Eligibility Criteria
Ages Eligible for Study
18 years and older (Adult, Older Adult)
Accepts Healthy Volunteers
No
Genders Eligible for Study
All
Description
Inclusion Criteria:
- Have relapsed or refractory multiple myeloma treated with at least 1 prior regimen. Prior therapy with bortezomib is allowed if there has been no relapse or progression within 3 months of the last dose of bortezomib, and bortezomib is considered by the treating physician to be a reasonable therapy for the patient.
Have measurable disease defined by one or more of the following:
- Monoclonal protein in the serum of ≥1 g/dL (10 g/L).
- Monoclonal light chain in the urine protein electrophoresis of ≥ 200 mg/24 hours.
- Involved Serum Free Light Chain (SFLC) level > 10 mg/dL (100 mg/L) provided SFLC ratio is abnormal.
- Measurable plasmacytoma.
- Are ≥ 18 years of age.
- Have given written informed consent prior to any study-specific procedures
Have adequate organ function including:
- Absolute neutrophil count (ANC) ≥ 1000/microliter
- Platelet (PLT) count ≥ 50,000/microliter
- Hemoglobin (Hgb) ≥ 8.0 g/dL
- Total bilirubin ≤ 1.5 x upper limit of normal (ULN) (if total is elevated check direct and, if normal, patient is eligible)
- Aspartate transaminase (AST) ≤ 3 x ULN
- Creatinine ≤ 3.0 mg/dl.
- Have a performance status of ≤ 2 on the Eastern Cooperative Oncology Group (ECOG) scale (refer to Attachment JDCF.5).
- Have discontinued all previous therapies for cancer, including chemotherapy and radiotherapy at least 2 weeks (6 weeks for mitomycin-C or nitrosoureas) prior to study enrollment and recovered from the acute effects of therapy.
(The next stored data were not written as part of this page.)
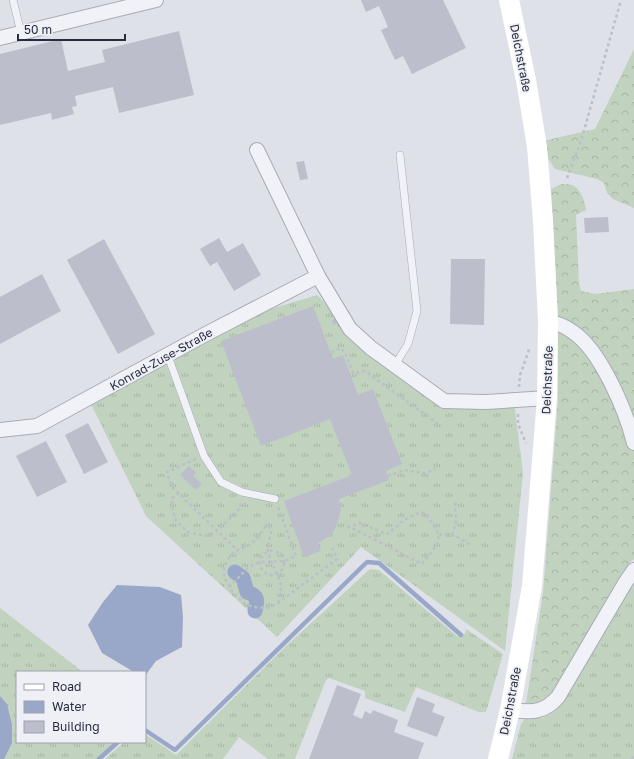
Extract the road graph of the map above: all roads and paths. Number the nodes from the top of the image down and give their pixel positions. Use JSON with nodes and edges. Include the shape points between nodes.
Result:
{"nodes":[{"id":1,"x":13,"y":0,"type":"edge"},
{"id":2,"x":152,"y":0,"type":"edge"},
{"id":3,"x":509,"y":0,"type":"edge"},
{"id":4,"x":621,"y":0,"type":"edge"},
{"id":5,"x":21,"y":33,"type":"junction"},
{"id":6,"x":0,"y":38,"type":"edge"},
{"id":7,"x":257,"y":150,"type":"dead end"},
{"id":8,"x":400,"y":155,"type":"dead end"},
{"id":9,"x":567,"y":178,"type":"dead end"},
{"id":10,"x":318,"y":276,"type":"junction"},
{"id":11,"x":548,"y":321,"type":"junction"},
{"id":12,"x":532,"y":341,"type":"dead end"},
{"id":13,"x":330,"y":352,"type":"dead end"},
{"id":14,"x":168,"y":356,"type":"junction"},
{"id":15,"x":395,"y":365,"type":"junction"},
{"id":16,"x":547,"y":398,"type":"junction"},
{"id":17,"x":518,"y":400,"type":"junction"},
{"id":18,"x":441,"y":426,"type":"dead end"},
{"id":19,"x":0,"y":430,"type":"edge"},
{"id":20,"x":634,"y":443,"type":"edge"},
{"id":21,"x":526,"y":444,"type":"dead end"},
{"id":22,"x":204,"y":456,"type":"junction"},
{"id":23,"x":435,"y":468,"type":"dead end"},
{"id":24,"x":388,"y":476,"type":"dead end"},
{"id":25,"x":242,"y":492,"type":"junction"},
{"id":26,"x":179,"y":493,"type":"junction"},
{"id":27,"x":275,"y":499,"type":"joint"},
{"id":28,"x":455,"y":500,"type":"dead end"},
{"id":29,"x":217,"y":531,"type":"junction"},
{"id":30,"x":439,"y":535,"type":"junction"},
{"id":31,"x":452,"y":535,"type":"junction"},
{"id":32,"x":472,"y":546,"type":"dead end"},
{"id":33,"x":332,"y":547,"type":"dead end"},
{"id":34,"x":238,"y":551,"type":"junction"},
{"id":35,"x":268,"y":551,"type":"junction"},
{"id":36,"x":284,"y":561,"type":"junction"},
{"id":37,"x":260,"y":562,"type":"junction"},
{"id":38,"x":271,"y":562,"type":"junction"},
{"id":39,"x":634,"y":570,"type":"edge"},
{"id":40,"x":278,"y":574,"type":"junction"},
{"id":41,"x":229,"y":587,"type":"junction"},
{"id":42,"x":278,"y":603,"type":"junction"},
{"id":43,"x":510,"y":710,"type":"junction"},
{"id":44,"x":634,"y":755,"type":"edge"},
{"id":45,"x":498,"y":759,"type":"edge"},
{"id":46,"x":632,"y":759,"type":"edge"}],
"edges":[{"from":1,"to":5,"type":"lane"},
{"from":2,"to":5,"type":"street"},
{"from":3,"to":11,"type":"main road","name":"Deichstraße","via":[[537,147]]},
{"from":4,"to":9,"type":"path","via":[[581,141]]},
{"from":5,"to":6,"type":"street"},
{"from":7,"to":10,"type":"street"},
{"from":8,"to":15,"type":"lane","via":[[417,311],[408,344]]},
{"from":10,"to":14,"type":"street","name":"Konrad-Zuse-Straße"},
{"from":10,"to":15,"type":"street","via":[[350,329]]},
{"from":11,"to":16,"type":"main road","name":"Deichstraße"},
{"from":11,"to":20,"type":"street","via":[[574,332],[599,362],[625,413]]},
{"from":12,"to":17,"type":"path","via":[[520,375]]},
{"from":13,"to":18,"type":"path","via":[[341,348],[353,373],[365,371]]},
{"from":14,"to":19,"type":"street","name":"Konrad-Zuse-Straße","via":[[37,426]]},
{"from":14,"to":22,"type":"lane"},
{"from":15,"to":17,"type":"street","via":[[444,401]]},
{"from":16,"to":17,"type":"street"},
{"from":16,"to":43,"type":"main road","name":"Deichstraße","via":[[532,586]]},
{"from":17,"to":21,"type":"path","via":[[518,424]]},
{"from":22,"to":25,"type":"lane","via":[[220,482]]},
{"from":22,"to":26,"type":"path","via":[[167,472],[172,487]]},
{"from":23,"to":24,"type":"path","via":[[425,473],[404,470]]},
{"from":25,"to":27,"type":"lane"},
{"from":25,"to":29,"type":"path","via":[[240,508]]},
{"from":26,"to":29,"type":"path"},
{"from":26,"to":29,"type":"path","via":[[171,500],[176,521],[188,532],[206,536]]},
{"from":27,"to":36,"type":"path","via":[[296,556]]},
{"from":28,"to":31,"type":"path","via":[[456,523]]},
{"from":29,"to":34,"type":"path"},
{"from":30,"to":30,"type":"path","via":[[439,540],[422,564],[349,527],[360,523],[386,534],[404,520],[421,512],[425,513]]},
{"from":30,"to":31,"type":"path"},
{"from":31,"to":32,"type":"path"},
{"from":33,"to":42,"type":"path","via":[[337,559]]},
{"from":34,"to":35,"type":"path","via":[[251,544],[268,526],[272,532]]},
{"from":34,"to":41,"type":"path","via":[[228,559],[224,568],[224,577]]},
{"from":35,"to":36,"type":"path","via":[[279,553]]},
{"from":35,"to":37,"type":"path","via":[[263,554]]},
{"from":35,"to":38,"type":"path"},
{"from":36,"to":38,"type":"path"},
{"from":36,"to":40,"type":"path"},
{"from":37,"to":38,"type":"path"},
{"from":37,"to":40,"type":"path","via":[[265,573]]},
{"from":37,"to":41,"type":"path","via":[[249,567]]},
{"from":38,"to":40,"type":"path"},
{"from":39,"to":43,"type":"street","via":[[558,697],[546,708],[538,711]]},
{"from":40,"to":42,"type":"path","via":[[282,590]]},
{"from":41,"to":42,"type":"path","via":[[244,603],[254,607],[267,608]]},
{"from":43,"to":45,"type":"main road","name":"Deichstraße"},
{"from":44,"to":46,"type":"path"}]}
- Are reliable and willing to make themselves available for the duration of the study and are willing to follow study procedures.
- Males and females with reproductive potential must agree to use medically approved contraceptive precautions during the trial and for 4 months following the last dose of study drug.
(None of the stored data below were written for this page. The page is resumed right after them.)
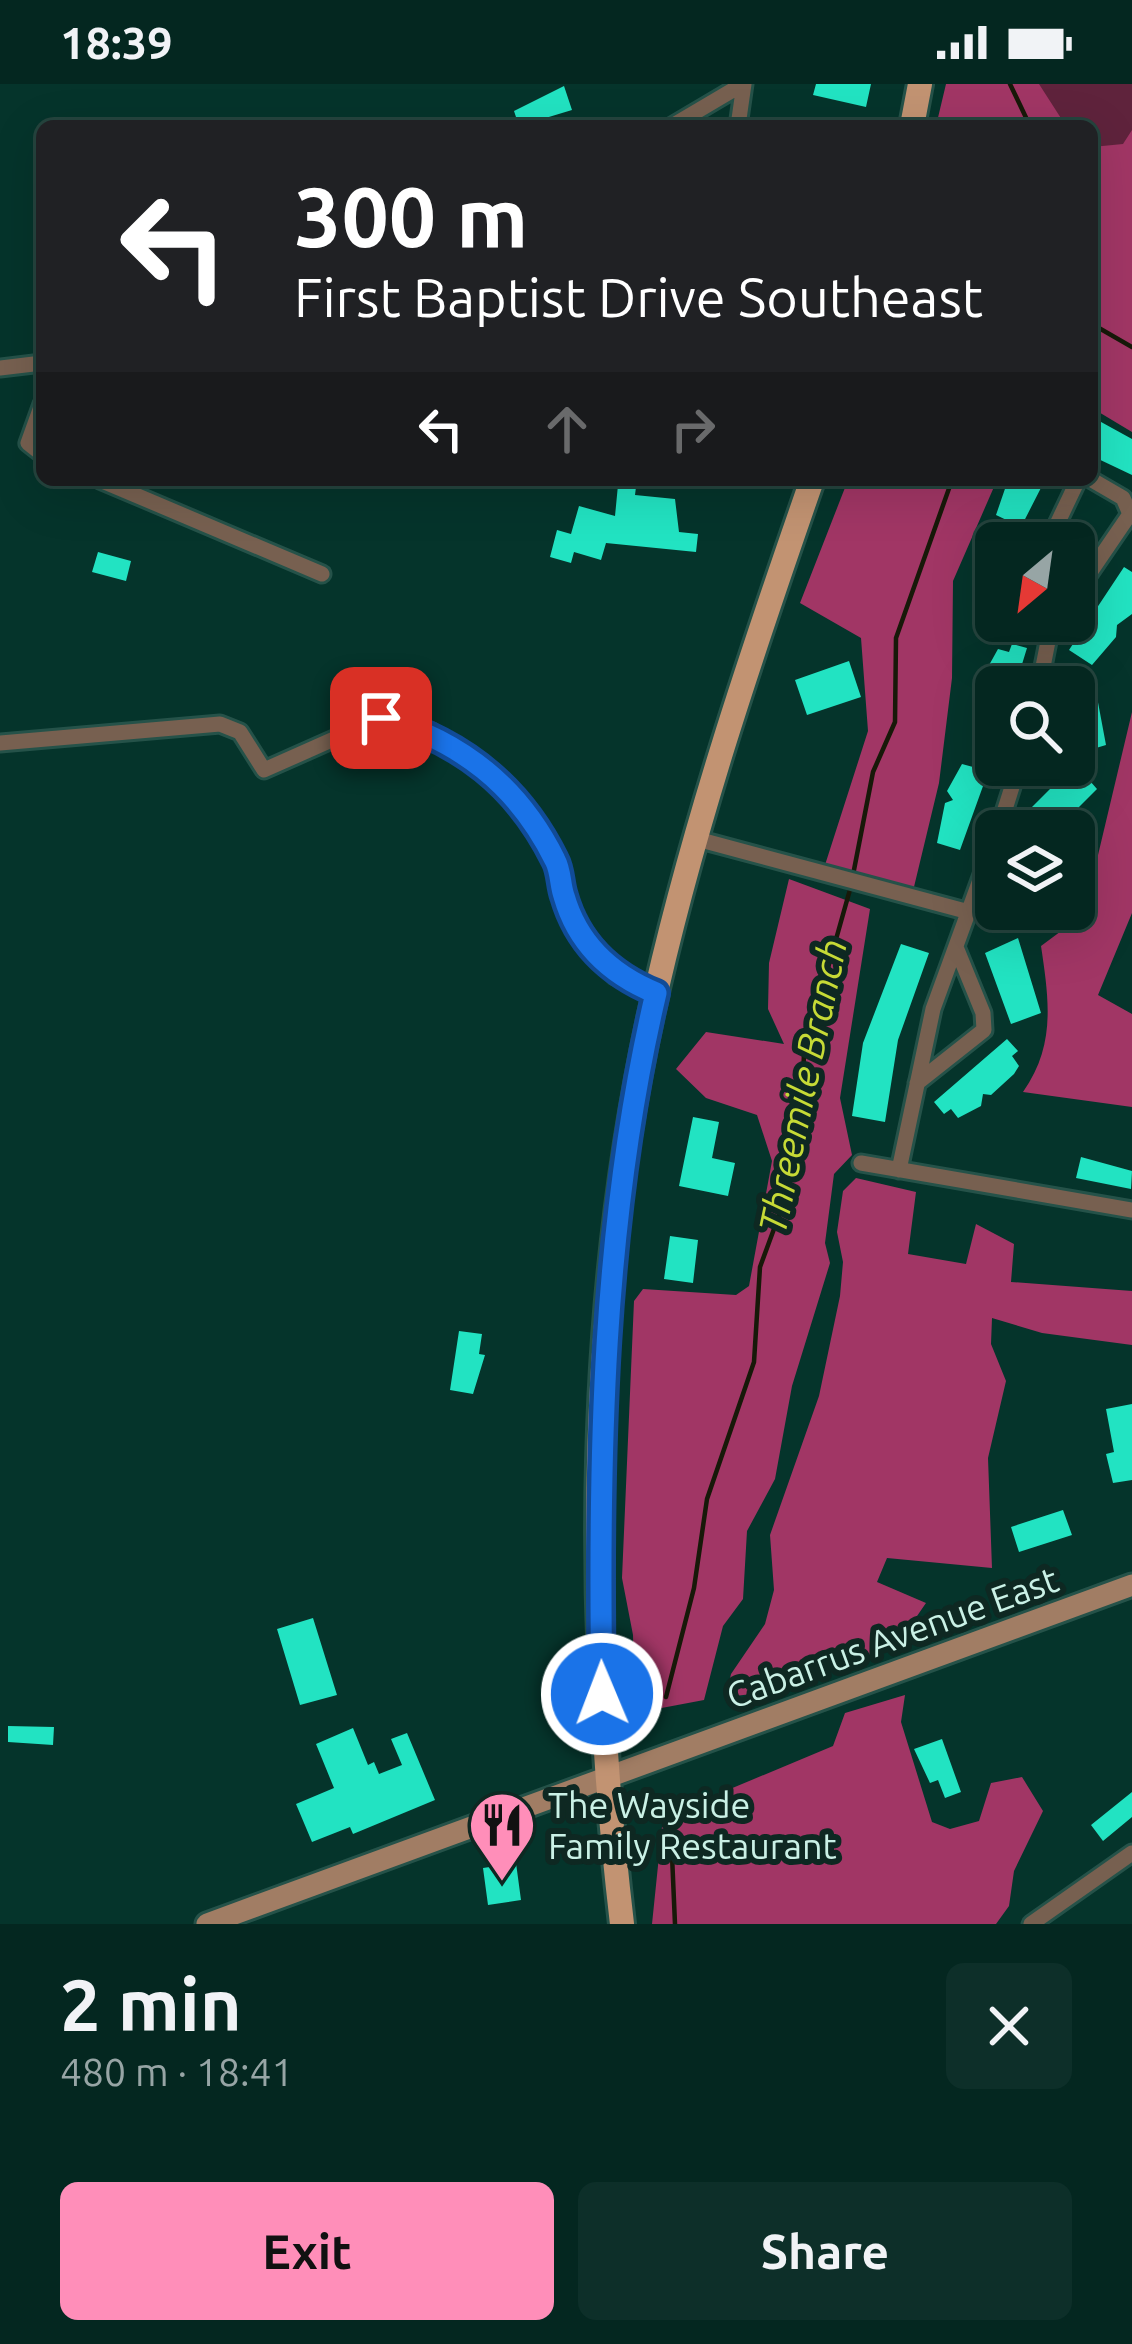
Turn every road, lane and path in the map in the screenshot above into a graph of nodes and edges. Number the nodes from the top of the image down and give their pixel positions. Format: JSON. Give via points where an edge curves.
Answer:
{"nodes":[{"id":1,"x":744,"y":84,"type":"edge"},
{"id":2,"x":920,"y":84,"type":"edge"},
{"id":3,"x":682,"y":120,"type":"edge"},
{"id":4,"x":739,"y":120,"type":"edge"},
{"id":5,"x":913,"y":120,"type":"edge"},
{"id":6,"x":36,"y":364,"type":"edge"},
{"id":7,"x":0,"y":368,"type":"edge"},
{"id":8,"x":36,"y":421,"type":"edge"},
{"id":9,"x":36,"y":449,"type":"edge"},
{"id":10,"x":1098,"y":483,"type":"edge"},
{"id":11,"x":114,"y":486,"type":"edge"},
{"id":12,"x":810,"y":486,"type":"edge"},
{"id":13,"x":1075,"y":486,"type":"edge"},
{"id":14,"x":1058,"y":522,"type":"edge"},
{"id":15,"x":1095,"y":565,"type":"edge"},
{"id":16,"x":322,"y":574,"type":"dead end"},
{"id":17,"x":0,"y":743,"type":"edge"},
{"id":18,"x":697,"y":838,"type":"junction"},
{"id":19,"x":975,"y":895,"type":"edge"},
{"id":20,"x":969,"y":912,"type":"junction"},
{"id":21,"x":956,"y":946,"type":"junction"},
{"id":22,"x":656,"y":993,"type":"junction"},
{"id":23,"x":917,"y":1083,"type":"junction"},
{"id":24,"x":861,"y":1163,"type":"dead end"},
{"id":25,"x":899,"y":1170,"type":"junction"},
{"id":26,"x":1132,"y":1210,"type":"edge"},
{"id":27,"x":1132,"y":1585,"type":"edge"},
{"id":28,"x":607,"y":1777,"type":"junction"},
{"id":29,"x":1132,"y":1853,"type":"edge"},
{"id":30,"x":207,"y":1924,"type":"edge"},
{"id":31,"x":622,"y":1924,"type":"edge"},
{"id":32,"x":1030,"y":1924,"type":"edge"}],
"edges":[{"from":1,"to":3,"type":"street"},
{"from":1,"to":4,"type":"street"},
{"from":2,"to":5,"type":"main road"},
{"from":6,"to":7,"type":"street"},
{"from":8,"to":9,"type":"street","via":[[28,443]]},
{"from":10,"to":15,"type":"street","via":[[1123,498],[1130,514]]},
{"from":11,"to":16,"type":"street"},
{"from":12,"to":18,"type":"main road"},
{"from":13,"to":14,"type":"street"},
{"from":17,"to":22,"type":"street","via":[[220,724],[240,732],[264,770],[381,718],[432,732],[493,772],[557,863],[576,925],[615,976]]},
{"from":18,"to":20,"type":"street"},
{"from":18,"to":22,"type":"main road"},
{"from":19,"to":20,"type":"street"},
{"from":20,"to":21,"type":"street"},
{"from":21,"to":23,"type":"street"},
{"from":21,"to":23,"type":"street","via":[[984,1030]]},
{"from":22,"to":28,"type":"main road","via":[[626,1165],[604,1385],[599,1574]]},
{"from":23,"to":25,"type":"street"},
{"from":24,"to":25,"type":"street"},
{"from":25,"to":26,"type":"street"},
{"from":27,"to":28,"type":"main road","name":"Cabarrus Avenue East"},
{"from":28,"to":30,"type":"main road","name":"Cabarrus Avenue East"},
{"from":28,"to":31,"type":"main road"},
{"from":29,"to":32,"type":"street"}]}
- Females with child bearing potential must have had a negative urine or serum pregnancy test ≤ 3 days prior to the first dose of study drug.
- Have an estimated life expectancy of ≥ 16 weeks.
- Treatment with prior autologous transplant is permitted. If a transplant is used as consolidation following chemotherapy, without intervening disease progression, it will be considered one line of treatment with the preceding chemotherapy.
Exclusion Criteria:
- Have received treatment within 30 days of the initial dose of study drug with a drug that has not received regulatory approval for any indication.
- Have one or more serious preexisting medical conditions that, in the opinion of the investigator, would preclude participation in this study.
- Have uncontrolled infection.
- Females who are pregnant or lactating.
- Have known positive test results in human immunodeficiency virus (HIV), hepatitis B surface antigen (HBSAg), or hepatitis C antibodies (HCAb).
- Have peripheral neuropathy of > Grade 2, or of any grade with pain, as measured by CTCAE v3.0.
- Previously treated with LY2127399, or have had significant allergy to humanized monoclonal antibodies that, in the opinion of the investigator, poses an increased risk to the patient.
- Prior allogeneic hematopoietic stem cell transplant.
- Prior therapy with experimental agents targeting BAFF.
- Have QTc interval > 450 msec on baseline 12-lead ECG.
Study Plan
This section provides details of the study plan, including how the study is designed and what the study is measuring.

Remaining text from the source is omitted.